Collected data

......

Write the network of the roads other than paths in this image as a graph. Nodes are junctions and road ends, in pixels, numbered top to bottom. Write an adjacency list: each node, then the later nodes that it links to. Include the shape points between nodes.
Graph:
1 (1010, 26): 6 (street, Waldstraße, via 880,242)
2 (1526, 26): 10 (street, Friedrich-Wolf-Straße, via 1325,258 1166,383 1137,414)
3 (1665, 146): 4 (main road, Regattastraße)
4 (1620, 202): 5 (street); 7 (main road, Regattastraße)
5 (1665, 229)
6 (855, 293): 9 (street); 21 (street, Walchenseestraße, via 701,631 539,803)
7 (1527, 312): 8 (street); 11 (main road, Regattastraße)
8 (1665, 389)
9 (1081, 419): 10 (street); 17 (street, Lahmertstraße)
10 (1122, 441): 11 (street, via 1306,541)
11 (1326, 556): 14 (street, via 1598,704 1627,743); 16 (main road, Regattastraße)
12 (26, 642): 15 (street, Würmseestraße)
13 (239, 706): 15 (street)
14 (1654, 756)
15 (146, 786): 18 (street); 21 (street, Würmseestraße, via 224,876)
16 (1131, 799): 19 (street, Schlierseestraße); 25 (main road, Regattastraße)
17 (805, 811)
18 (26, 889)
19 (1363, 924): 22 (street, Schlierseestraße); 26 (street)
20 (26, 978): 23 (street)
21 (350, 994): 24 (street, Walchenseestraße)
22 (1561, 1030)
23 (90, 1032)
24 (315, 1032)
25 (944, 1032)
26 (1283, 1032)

......

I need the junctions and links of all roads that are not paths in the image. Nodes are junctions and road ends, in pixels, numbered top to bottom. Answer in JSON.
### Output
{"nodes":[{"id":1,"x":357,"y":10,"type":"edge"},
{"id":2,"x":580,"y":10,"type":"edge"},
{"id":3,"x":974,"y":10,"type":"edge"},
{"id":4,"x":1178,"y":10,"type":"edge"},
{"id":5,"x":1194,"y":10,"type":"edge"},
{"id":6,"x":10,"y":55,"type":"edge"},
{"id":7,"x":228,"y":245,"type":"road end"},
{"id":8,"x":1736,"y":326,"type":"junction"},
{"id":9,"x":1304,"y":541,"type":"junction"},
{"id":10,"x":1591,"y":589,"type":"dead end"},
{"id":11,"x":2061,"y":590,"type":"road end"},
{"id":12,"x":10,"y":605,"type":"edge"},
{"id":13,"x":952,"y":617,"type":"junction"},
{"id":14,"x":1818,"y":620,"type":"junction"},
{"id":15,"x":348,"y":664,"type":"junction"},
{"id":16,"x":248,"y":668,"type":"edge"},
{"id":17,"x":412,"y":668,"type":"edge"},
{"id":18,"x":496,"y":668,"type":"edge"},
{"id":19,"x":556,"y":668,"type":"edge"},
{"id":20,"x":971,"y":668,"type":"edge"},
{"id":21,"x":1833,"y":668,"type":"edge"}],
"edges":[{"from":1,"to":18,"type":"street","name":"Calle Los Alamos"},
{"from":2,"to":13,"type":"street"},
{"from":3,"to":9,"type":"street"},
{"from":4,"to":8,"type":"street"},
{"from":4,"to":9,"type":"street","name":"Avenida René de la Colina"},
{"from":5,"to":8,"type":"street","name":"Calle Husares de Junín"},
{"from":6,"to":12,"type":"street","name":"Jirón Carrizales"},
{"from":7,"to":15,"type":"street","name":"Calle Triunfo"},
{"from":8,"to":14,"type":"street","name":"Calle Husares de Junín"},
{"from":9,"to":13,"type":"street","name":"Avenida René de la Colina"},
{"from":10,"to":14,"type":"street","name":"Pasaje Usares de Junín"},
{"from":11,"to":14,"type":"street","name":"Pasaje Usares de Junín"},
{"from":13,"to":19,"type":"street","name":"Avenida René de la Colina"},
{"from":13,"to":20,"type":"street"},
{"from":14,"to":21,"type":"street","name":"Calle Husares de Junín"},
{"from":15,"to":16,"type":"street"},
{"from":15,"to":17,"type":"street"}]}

......

Search the data for the string "pixels". List each line that has it.

Write the network of the roads other than paths in this image as a graph. Nodes are junctions and road ends, in pixels, numbered top to bottom. Write an adjacency list: each node, then the later nodes that it links to. Include the shape points between nodes.
I need the junctions and links of all roads that are not paths in the image. Nodes are junctions and road ends, in pixels, numbered top to bottom. Answer in JSON.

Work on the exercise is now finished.